## [Task objective]
Please show every line from the entries that carries the word "الصاوى".

BEGIN

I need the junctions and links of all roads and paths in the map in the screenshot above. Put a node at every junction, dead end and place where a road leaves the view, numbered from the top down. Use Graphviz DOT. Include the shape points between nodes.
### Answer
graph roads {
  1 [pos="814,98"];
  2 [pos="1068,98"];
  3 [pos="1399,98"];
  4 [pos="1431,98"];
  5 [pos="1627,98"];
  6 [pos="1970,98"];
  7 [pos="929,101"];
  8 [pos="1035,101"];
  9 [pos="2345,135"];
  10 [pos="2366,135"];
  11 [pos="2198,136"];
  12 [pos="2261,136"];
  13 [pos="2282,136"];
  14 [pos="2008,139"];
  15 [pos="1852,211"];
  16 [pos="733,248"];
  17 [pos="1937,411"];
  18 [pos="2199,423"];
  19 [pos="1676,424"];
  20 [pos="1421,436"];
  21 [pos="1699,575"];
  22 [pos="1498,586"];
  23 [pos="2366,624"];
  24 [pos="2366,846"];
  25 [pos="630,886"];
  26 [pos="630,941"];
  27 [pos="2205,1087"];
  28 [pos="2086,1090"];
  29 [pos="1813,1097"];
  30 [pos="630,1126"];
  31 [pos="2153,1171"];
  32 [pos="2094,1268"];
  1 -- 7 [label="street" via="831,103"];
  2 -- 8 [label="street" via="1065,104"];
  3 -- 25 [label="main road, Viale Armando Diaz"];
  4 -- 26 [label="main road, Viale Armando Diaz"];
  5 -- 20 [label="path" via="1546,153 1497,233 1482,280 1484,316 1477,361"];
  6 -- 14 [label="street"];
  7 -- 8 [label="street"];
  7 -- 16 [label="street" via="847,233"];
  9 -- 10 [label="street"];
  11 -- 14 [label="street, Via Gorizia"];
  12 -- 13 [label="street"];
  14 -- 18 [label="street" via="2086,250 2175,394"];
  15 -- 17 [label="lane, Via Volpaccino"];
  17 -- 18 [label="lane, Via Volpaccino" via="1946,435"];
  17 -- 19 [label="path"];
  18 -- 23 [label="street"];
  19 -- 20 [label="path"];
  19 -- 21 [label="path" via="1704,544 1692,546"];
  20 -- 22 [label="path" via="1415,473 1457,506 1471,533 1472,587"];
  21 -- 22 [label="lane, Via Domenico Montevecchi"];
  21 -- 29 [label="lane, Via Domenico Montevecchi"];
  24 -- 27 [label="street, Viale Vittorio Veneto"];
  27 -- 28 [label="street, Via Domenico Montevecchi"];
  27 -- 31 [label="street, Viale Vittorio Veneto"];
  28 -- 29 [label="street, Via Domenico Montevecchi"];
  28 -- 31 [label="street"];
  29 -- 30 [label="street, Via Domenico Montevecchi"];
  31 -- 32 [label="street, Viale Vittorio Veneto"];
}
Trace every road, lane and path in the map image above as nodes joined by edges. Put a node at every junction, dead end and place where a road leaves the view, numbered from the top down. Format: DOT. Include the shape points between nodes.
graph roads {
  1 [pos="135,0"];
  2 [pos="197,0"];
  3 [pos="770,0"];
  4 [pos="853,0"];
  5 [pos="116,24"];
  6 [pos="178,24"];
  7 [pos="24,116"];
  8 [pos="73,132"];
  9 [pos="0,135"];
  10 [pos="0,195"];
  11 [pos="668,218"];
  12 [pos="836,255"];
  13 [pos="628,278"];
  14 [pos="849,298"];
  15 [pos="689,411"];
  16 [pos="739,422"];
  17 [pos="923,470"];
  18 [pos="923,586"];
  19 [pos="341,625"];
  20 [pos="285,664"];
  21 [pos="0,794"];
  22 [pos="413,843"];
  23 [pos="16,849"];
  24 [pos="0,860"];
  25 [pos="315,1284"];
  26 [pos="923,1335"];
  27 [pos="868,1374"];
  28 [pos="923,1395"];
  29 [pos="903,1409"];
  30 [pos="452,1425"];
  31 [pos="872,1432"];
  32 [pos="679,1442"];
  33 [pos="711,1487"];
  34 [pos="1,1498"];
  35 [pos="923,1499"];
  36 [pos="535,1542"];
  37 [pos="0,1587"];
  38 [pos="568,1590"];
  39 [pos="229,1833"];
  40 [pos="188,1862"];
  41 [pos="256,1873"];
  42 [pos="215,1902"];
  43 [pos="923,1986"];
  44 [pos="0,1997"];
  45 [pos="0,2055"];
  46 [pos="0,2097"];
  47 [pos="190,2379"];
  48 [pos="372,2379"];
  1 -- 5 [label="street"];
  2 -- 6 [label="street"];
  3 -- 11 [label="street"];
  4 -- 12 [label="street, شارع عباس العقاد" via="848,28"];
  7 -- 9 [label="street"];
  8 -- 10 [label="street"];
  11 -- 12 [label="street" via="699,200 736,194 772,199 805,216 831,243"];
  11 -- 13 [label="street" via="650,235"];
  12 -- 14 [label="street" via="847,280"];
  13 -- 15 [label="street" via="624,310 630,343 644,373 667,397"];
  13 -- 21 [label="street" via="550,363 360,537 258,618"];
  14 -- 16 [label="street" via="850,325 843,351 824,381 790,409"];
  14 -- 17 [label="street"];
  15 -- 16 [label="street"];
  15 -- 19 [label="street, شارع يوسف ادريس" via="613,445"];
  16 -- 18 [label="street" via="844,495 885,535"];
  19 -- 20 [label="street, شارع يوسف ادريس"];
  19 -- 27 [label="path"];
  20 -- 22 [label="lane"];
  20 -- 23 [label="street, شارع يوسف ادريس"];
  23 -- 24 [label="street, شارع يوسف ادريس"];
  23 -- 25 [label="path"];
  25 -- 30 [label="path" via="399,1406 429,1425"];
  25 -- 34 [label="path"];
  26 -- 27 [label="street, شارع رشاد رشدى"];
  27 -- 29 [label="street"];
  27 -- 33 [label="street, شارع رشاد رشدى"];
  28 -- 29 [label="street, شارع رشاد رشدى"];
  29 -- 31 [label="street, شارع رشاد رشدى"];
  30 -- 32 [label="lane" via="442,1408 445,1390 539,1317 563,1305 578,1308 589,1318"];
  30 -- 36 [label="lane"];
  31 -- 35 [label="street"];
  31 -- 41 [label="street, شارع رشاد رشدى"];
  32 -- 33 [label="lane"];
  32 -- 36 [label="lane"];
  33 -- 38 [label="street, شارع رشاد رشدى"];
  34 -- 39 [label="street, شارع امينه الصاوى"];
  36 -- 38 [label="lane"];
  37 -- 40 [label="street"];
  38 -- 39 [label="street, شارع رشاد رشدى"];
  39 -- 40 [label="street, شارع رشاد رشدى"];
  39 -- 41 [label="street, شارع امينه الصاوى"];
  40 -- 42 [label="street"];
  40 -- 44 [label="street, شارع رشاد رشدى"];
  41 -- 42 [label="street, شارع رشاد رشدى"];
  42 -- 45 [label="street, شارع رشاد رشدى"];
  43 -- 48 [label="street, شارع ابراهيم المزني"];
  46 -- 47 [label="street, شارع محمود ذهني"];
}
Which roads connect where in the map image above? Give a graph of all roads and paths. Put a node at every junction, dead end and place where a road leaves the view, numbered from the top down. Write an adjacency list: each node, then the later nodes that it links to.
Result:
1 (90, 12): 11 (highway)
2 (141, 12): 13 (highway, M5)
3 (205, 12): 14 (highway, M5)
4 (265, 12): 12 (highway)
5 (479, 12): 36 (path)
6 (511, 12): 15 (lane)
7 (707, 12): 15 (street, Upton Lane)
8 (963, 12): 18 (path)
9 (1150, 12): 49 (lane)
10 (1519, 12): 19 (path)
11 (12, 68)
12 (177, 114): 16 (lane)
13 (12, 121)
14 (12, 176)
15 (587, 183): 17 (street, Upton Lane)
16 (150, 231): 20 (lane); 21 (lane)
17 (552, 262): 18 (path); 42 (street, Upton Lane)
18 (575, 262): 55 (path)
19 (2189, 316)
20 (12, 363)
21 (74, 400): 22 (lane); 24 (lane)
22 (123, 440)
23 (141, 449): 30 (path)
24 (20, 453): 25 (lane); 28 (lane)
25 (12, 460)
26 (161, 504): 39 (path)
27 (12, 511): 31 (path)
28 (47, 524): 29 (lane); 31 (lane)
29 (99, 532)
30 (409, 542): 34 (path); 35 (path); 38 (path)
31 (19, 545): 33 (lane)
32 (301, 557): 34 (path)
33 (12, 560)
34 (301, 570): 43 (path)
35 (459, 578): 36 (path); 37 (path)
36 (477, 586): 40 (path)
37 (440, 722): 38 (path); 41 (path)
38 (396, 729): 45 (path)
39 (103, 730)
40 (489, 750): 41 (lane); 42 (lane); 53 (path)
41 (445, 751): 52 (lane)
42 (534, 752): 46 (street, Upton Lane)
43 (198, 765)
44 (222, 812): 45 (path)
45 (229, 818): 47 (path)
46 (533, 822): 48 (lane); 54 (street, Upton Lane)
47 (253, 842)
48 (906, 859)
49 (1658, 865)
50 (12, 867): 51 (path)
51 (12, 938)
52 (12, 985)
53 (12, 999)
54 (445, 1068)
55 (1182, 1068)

END

## [Problem solution]
  34 -- 39 [label="street, شارع امينه الصاوى"];
  39 -- 41 [label="street, شارع امينه الصاوى"];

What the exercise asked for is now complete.